- _Work to be completed_: The job is to output each record exactly as it stands, pictures excluded.

*** Opening of Data for this task ***

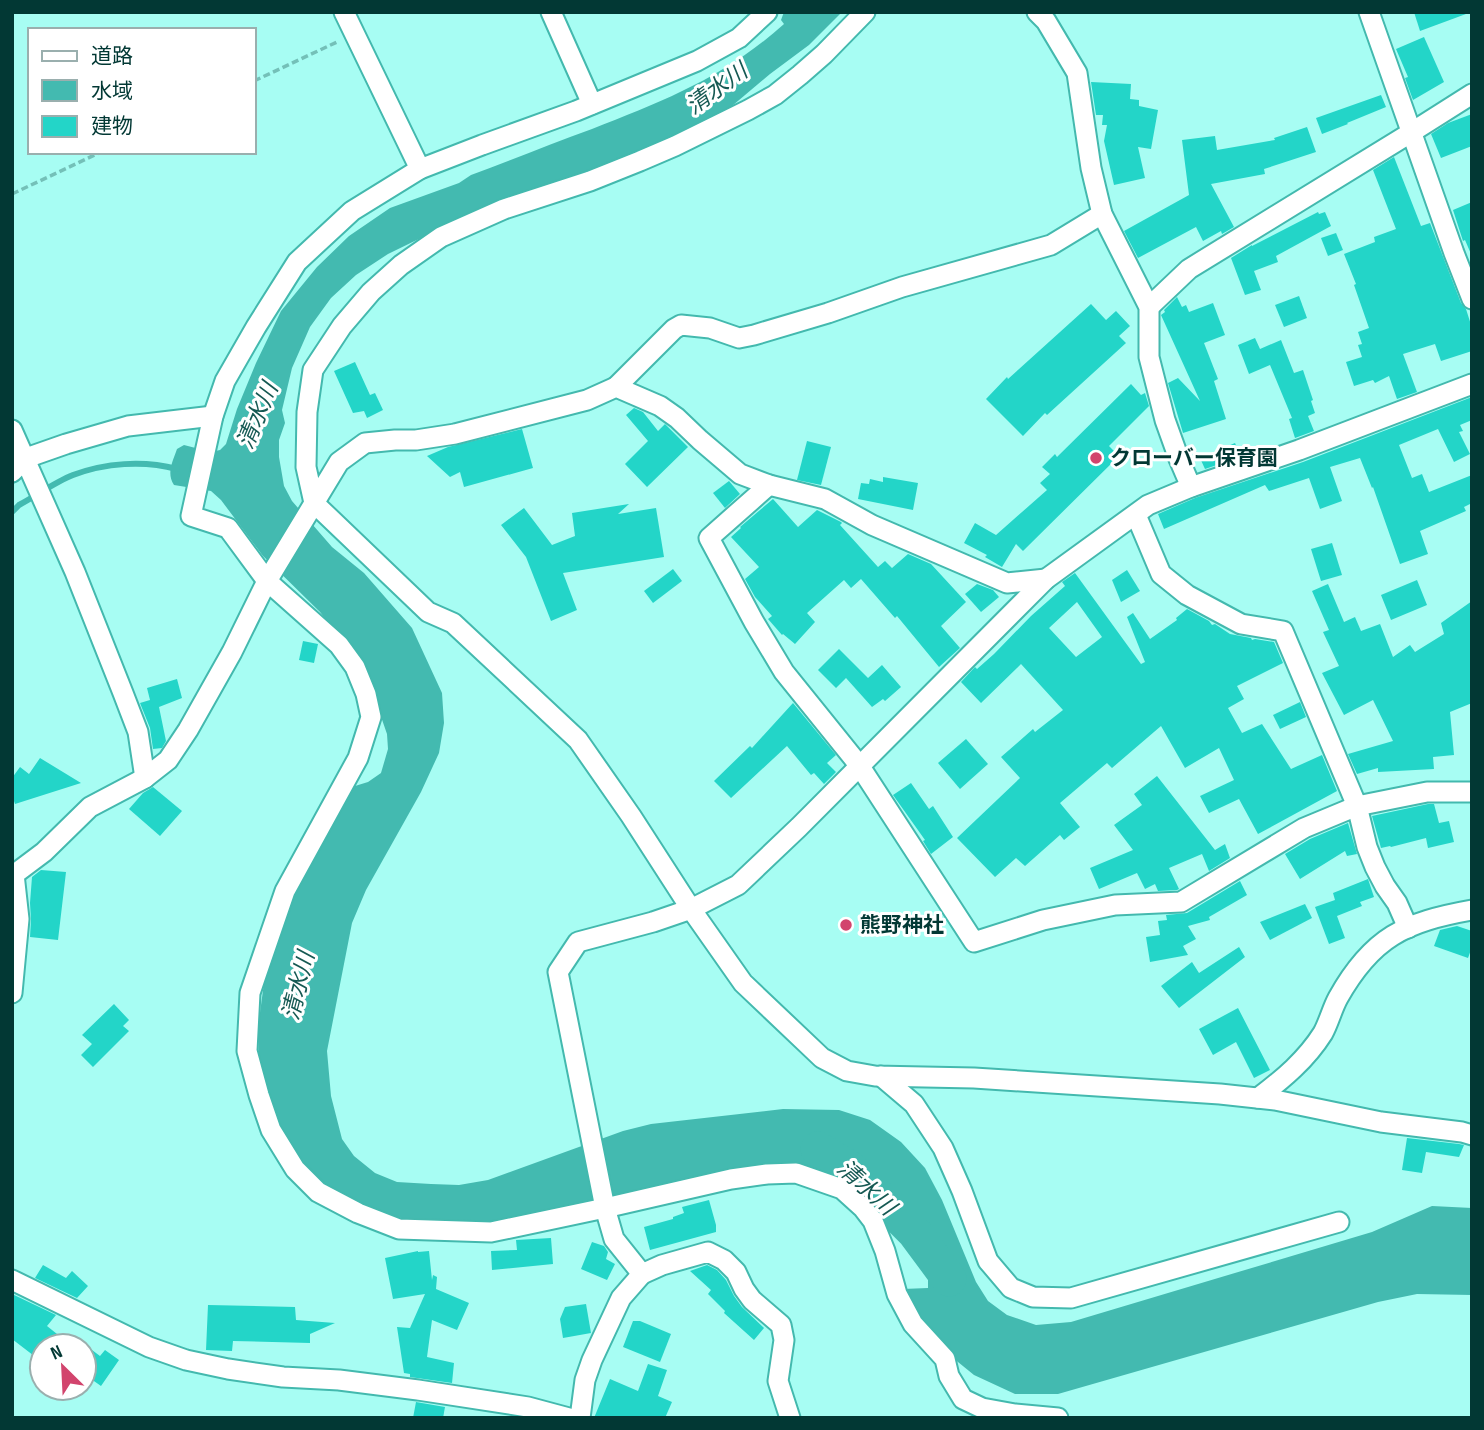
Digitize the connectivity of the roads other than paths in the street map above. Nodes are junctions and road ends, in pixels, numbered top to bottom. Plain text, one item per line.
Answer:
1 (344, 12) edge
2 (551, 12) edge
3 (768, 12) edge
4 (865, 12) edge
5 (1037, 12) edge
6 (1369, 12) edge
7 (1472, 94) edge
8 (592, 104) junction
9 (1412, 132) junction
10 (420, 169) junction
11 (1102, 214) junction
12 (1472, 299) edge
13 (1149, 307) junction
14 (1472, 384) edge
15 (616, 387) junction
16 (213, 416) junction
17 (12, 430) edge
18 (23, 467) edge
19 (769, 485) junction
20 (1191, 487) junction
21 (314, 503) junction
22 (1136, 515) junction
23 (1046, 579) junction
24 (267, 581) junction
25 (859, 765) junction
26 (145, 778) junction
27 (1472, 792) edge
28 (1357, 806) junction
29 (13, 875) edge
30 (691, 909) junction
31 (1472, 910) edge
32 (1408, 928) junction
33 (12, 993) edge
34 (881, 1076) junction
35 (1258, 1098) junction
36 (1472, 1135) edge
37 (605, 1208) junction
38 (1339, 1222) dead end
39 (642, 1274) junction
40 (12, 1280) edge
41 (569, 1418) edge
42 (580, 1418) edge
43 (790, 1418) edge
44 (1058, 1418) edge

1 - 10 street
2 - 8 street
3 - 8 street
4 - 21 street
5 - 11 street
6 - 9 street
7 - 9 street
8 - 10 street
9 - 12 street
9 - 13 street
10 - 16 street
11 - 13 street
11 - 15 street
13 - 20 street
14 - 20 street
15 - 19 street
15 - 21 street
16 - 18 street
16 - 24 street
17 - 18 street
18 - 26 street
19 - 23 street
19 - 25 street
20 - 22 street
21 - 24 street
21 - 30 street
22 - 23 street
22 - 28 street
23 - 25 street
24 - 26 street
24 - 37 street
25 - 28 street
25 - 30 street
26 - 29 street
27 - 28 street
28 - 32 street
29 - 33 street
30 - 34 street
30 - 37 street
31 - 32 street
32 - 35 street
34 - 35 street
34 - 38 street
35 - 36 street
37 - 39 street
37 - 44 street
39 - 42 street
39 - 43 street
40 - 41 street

*** Close of Data for this task ***

- _Solved exercise_:
Digitize the connectivity of the roads other than paths in the street map above. Nodes are junctions and road ends, in pixels, numbered top to bottom. Plain text, one item per line.
Answer:
1 (344, 12) edge
2 (551, 12) edge
3 (768, 12) edge
4 (865, 12) edge
5 (1037, 12) edge
6 (1369, 12) edge
7 (1472, 94) edge
8 (592, 104) junction
9 (1412, 132) junction
10 (420, 169) junction
11 (1102, 214) junction
12 (1472, 299) edge
13 (1149, 307) junction
14 (1472, 384) edge
15 (616, 387) junction
16 (213, 416) junction
17 (12, 430) edge
18 (23, 467) edge
19 (769, 485) junction
20 (1191, 487) junction
21 (314, 503) junction
22 (1136, 515) junction
23 (1046, 579) junction
24 (267, 581) junction
25 (859, 765) junction
26 (145, 778) junction
27 (1472, 792) edge
28 (1357, 806) junction
29 (13, 875) edge
30 (691, 909) junction
31 (1472, 910) edge
32 (1408, 928) junction
33 (12, 993) edge
34 (881, 1076) junction
35 (1258, 1098) junction
36 (1472, 1135) edge
37 (605, 1208) junction
38 (1339, 1222) dead end
39 (642, 1274) junction
40 (12, 1280) edge
41 (569, 1418) edge
42 (580, 1418) edge
43 (790, 1418) edge
44 (1058, 1418) edge

1 - 10 street
2 - 8 street
3 - 8 street
4 - 21 street
5 - 11 street
6 - 9 street
7 - 9 street
8 - 10 street
9 - 12 street
9 - 13 street
10 - 16 street
11 - 13 street
11 - 15 street
13 - 20 street
14 - 20 street
15 - 19 street
15 - 21 street
16 - 18 street
16 - 24 street
17 - 18 street
18 - 26 street
19 - 23 street
19 - 25 street
20 - 22 street
21 - 24 street
21 - 30 street
22 - 23 street
22 - 28 street
23 - 25 street
24 - 26 street
24 - 37 street
25 - 28 street
25 - 30 street
26 - 29 street
27 - 28 street
28 - 32 street
29 - 33 street
30 - 34 street
30 - 37 street
31 - 32 street
32 - 35 street
34 - 35 street
34 - 38 street
35 - 36 street
37 - 39 street
37 - 44 street
39 - 42 street
39 - 43 street
40 - 41 street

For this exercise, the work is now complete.